The STACK Interview: Denver Nuggets PF Kenneth Faried

Learn why the "Manimal" has attained a higher level of confidence going into the NBA season.

When Kenneth Faried was just 9 years old and learning the ways of pick-up basketball in Newark, New Jersey, his mother Wuadda told him not to expect any passes. The only way he was going to get the ball, she told him, was if he got the rebound himself.

Faried, also known as "Manimal" for his physical style of play, grew up as an "energy guy" with "working class game." He's the type of player who will bust his butt to get buckets, even if he's not someone most would think of as an exceptionally skilled scorer.

That could be about to change. Before the All-Star game last season, only 15 percent of Faried's scores came via post-ups. The majority of his shots came off of offensive rebounds or fast breaks. After the break, his numbers skyrocketed. He was posting up on nearly 30 percent of his possessions, taking about four of those shots per game (via his right-handed hook), averaging 18.8 points and 10.1 rebounds per game.
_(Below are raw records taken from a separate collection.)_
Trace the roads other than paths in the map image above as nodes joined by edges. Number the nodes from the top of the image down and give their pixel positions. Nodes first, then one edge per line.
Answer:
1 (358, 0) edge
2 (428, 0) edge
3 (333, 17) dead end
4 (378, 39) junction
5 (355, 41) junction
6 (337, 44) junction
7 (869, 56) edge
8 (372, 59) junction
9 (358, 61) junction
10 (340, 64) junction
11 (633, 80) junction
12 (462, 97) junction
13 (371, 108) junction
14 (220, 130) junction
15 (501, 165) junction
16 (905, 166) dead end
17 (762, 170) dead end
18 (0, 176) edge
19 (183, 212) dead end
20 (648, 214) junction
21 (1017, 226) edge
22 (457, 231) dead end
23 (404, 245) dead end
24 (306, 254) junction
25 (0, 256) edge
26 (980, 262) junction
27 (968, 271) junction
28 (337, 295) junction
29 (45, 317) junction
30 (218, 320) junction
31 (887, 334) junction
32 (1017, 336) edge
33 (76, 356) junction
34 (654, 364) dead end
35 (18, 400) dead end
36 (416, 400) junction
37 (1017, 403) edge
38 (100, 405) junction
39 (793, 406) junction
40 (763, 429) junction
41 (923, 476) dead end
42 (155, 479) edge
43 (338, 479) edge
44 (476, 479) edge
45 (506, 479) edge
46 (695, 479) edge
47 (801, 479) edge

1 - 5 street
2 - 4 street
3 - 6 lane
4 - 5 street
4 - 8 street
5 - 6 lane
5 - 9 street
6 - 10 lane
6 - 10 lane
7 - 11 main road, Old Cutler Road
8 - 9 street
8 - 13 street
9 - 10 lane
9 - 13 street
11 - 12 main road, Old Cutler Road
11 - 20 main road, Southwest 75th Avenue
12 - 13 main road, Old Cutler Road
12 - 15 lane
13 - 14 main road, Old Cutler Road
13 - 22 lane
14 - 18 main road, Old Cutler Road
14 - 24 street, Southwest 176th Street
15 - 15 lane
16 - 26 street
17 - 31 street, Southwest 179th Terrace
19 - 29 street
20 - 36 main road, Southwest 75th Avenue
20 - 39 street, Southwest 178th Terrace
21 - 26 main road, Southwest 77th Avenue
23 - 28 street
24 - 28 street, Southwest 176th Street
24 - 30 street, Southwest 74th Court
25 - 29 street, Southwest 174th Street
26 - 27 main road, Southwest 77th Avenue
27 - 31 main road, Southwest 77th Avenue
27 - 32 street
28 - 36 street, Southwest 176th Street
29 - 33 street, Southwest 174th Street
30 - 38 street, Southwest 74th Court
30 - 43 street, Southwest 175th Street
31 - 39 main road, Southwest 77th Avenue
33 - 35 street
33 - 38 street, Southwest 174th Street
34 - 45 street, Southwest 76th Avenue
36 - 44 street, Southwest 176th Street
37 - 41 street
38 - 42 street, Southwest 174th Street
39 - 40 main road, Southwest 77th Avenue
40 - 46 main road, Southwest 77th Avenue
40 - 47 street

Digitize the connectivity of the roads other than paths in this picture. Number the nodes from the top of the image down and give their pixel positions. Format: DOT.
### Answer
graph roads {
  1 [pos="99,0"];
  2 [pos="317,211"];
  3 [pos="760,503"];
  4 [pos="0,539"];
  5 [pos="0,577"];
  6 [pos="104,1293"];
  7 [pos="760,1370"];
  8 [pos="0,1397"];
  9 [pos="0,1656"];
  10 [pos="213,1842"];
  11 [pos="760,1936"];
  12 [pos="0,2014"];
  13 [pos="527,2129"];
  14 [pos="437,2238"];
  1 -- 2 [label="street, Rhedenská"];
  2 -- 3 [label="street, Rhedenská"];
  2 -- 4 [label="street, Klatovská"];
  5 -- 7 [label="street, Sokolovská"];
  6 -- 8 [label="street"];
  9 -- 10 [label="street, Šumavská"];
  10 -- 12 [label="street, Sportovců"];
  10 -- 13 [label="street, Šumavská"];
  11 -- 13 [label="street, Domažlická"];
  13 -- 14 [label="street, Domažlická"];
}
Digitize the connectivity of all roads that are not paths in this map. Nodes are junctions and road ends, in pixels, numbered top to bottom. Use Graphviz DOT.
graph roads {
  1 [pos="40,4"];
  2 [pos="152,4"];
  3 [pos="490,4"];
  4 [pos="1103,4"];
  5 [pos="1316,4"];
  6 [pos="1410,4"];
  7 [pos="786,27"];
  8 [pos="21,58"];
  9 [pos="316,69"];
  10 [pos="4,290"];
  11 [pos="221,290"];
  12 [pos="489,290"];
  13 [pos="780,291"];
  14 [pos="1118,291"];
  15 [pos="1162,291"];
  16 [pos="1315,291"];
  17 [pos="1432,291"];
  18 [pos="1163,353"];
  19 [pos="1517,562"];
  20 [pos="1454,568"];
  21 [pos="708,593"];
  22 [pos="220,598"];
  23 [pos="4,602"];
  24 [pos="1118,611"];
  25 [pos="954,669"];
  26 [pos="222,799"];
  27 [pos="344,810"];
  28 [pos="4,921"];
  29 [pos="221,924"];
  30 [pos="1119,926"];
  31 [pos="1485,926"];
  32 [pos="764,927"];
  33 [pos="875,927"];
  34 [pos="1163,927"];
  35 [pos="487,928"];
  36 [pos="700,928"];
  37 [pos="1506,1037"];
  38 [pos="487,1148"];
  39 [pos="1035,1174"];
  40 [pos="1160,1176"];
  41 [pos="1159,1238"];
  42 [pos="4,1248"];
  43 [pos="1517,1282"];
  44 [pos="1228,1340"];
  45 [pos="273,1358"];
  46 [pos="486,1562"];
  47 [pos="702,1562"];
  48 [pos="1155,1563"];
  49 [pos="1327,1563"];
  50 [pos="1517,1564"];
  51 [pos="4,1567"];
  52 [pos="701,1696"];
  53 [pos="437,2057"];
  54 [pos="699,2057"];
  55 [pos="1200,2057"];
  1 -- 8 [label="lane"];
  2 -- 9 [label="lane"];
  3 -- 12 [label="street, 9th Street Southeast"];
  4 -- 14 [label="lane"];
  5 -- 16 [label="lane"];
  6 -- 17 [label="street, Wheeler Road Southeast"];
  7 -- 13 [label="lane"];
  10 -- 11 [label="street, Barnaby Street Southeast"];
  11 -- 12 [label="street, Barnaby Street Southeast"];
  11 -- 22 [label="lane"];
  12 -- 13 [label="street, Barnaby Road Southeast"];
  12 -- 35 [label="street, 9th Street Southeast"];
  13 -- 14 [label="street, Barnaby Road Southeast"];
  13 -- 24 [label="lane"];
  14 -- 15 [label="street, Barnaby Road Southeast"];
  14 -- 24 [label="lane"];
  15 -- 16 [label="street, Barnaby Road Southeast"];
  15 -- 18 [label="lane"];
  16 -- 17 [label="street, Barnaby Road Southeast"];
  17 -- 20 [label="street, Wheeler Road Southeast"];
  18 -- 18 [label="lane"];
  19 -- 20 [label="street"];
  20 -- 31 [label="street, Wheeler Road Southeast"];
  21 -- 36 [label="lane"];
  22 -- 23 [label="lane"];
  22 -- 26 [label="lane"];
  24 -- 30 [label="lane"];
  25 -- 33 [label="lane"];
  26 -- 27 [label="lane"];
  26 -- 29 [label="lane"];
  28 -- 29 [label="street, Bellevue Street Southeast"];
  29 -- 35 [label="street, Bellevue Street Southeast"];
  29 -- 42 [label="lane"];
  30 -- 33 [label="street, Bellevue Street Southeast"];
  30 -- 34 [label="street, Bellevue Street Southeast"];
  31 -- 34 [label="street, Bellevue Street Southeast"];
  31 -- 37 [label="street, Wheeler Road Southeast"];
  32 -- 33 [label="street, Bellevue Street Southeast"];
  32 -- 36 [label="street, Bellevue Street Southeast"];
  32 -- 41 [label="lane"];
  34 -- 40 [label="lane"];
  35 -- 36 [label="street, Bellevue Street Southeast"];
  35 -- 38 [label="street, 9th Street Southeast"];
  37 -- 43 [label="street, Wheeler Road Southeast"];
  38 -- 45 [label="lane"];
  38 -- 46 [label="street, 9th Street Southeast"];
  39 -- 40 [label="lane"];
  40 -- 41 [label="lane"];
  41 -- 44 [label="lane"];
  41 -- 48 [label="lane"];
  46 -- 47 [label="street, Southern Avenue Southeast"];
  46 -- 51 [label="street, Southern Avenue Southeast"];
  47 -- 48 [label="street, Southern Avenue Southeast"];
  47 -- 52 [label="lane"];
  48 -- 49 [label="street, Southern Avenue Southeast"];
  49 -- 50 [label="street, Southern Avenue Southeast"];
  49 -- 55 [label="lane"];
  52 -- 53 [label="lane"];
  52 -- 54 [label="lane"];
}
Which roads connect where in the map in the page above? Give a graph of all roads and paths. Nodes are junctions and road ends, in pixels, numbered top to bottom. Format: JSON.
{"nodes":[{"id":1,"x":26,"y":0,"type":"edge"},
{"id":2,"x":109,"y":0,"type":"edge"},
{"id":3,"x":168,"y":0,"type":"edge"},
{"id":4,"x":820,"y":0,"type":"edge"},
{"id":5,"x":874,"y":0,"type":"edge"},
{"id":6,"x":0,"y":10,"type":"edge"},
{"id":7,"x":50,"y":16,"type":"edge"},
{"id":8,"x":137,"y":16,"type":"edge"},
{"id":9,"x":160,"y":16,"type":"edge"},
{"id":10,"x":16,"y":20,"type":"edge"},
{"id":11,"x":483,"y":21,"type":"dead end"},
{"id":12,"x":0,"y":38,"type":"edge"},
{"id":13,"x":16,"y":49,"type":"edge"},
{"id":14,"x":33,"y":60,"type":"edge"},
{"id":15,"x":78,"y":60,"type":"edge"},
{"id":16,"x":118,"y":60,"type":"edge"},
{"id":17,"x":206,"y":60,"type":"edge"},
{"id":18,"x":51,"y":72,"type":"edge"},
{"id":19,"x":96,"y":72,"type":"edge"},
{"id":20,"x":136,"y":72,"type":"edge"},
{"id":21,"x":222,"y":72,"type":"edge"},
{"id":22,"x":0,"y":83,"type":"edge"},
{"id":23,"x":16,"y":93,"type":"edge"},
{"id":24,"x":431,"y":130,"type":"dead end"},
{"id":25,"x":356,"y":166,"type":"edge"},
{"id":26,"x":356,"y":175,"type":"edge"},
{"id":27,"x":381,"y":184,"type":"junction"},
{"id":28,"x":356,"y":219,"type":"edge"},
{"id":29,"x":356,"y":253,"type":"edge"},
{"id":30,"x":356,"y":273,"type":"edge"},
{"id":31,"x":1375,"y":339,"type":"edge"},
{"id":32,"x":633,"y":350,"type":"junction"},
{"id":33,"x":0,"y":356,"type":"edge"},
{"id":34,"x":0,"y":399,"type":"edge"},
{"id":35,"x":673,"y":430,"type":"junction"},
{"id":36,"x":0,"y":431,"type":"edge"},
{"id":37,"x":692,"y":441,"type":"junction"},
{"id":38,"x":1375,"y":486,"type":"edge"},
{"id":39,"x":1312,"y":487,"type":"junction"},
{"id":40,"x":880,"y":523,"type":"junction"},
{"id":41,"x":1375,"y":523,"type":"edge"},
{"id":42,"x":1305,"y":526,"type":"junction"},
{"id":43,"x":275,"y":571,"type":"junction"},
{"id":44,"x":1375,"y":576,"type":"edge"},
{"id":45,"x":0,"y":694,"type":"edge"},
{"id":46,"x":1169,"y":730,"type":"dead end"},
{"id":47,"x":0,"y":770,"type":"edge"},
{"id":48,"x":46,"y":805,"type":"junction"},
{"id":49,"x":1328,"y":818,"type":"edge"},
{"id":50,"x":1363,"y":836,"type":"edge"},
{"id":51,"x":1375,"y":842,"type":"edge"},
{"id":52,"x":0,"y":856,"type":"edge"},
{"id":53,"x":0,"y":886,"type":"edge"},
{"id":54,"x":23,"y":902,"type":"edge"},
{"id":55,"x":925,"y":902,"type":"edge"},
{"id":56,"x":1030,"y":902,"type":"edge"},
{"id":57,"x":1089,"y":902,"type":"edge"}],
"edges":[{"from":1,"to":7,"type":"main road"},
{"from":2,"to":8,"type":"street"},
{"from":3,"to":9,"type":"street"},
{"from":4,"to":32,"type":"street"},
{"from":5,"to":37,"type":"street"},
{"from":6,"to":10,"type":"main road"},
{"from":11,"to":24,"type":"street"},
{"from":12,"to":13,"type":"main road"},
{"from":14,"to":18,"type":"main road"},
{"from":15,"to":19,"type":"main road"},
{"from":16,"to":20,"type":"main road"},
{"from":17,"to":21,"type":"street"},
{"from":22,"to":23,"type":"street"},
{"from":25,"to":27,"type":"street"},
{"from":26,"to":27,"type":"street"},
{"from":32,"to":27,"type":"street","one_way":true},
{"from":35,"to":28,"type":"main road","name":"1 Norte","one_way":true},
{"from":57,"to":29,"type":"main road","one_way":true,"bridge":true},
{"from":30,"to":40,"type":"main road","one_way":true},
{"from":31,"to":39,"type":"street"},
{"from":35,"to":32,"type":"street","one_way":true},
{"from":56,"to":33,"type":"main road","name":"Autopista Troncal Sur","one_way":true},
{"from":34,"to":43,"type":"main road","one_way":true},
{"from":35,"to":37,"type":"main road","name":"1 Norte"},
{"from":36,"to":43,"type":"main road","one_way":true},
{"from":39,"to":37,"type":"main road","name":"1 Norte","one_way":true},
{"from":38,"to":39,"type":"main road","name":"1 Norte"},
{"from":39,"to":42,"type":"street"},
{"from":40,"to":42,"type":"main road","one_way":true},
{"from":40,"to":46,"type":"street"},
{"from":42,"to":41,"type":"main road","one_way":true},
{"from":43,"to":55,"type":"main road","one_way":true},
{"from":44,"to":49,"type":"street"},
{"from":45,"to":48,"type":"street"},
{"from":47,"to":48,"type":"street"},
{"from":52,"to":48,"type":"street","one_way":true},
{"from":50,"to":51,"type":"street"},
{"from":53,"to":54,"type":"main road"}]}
Faried made even bigger waves over the summer. At the FIBA World Basketball Tournament, he averaged 12.4 points per game and led Team USA in rebounds with 7.8 per game. And if you think those international games don't matter, think again. Both Kevin Durant and Kevin Love had title runs with Team USA, and they used the experience as a springboard to play the best NBA ball of their careers up to that point.

Right after the World Basketball Tournament, STACK had the chance to catch up with the 6-foot-8, 230-pound power forward in New York City, where the NBA announced a new partnership with JBL by HARMAN audio. Faried, who has been the subject of trade rumors, said he's aiming to take his game to a new level this season. Check out the STACK video above to see Manimal tearing it up at the 2011 adidas Rookie Orientation Dunk Contest his first year in the NBA.

STACK: How was your Team USA basketball experience?

Kenneth Faried: It was a wonderful experience.  It was just a bunch of us going out there every day, having fun on the practice court and having fun in the games. Being part of a squad of 30 or more players, there were a lot of smiles.

What was it like to travel with all of those guys?  

KF: Experiencing the world and experiencing Spain with a group of guys who were just as happy as I was to be out there was just incredible. And it's incredible to be able to represent our country. Putting on that USA jersey just felt so amazing.

Did you plan to do the Shmoney dance on the podium?

KF: Oh yeah, that was something we said we was gonna do…We all said it, but Rudy [Gay] made sure we got on it. They didn't play the song or anything, but as soon as the confetti went into the air, it was on.

Besides winning the championship, what was a defining moment for you?

KF: For me, it was just walking around in the streets, people just knowing who you are, showing you respect. That really helped boost me confidence-wise.

How did that recognition feel different from the usual?

KF: You know, not just "Kenneth Faried, he plays for the Nuggets," but "Kenneth Faried, he's a great player and he plays for the Nuggets." Not just "he brings the energy," but "he can score."

What is your focus now as far as hitting the gym goes?

KF: Just trying to relax. But I have lots of appearances and events coming up. Interviews and more interviews. Hectic right now, pretty busy schedule.

What will be your main area of focus for this upcoming season?

KF: Just being a leader on the team—that vocal leader, that step-up leader that I guess I've been bred to be. I'm really starting to show and get it. I'm going to be able to show my true colors.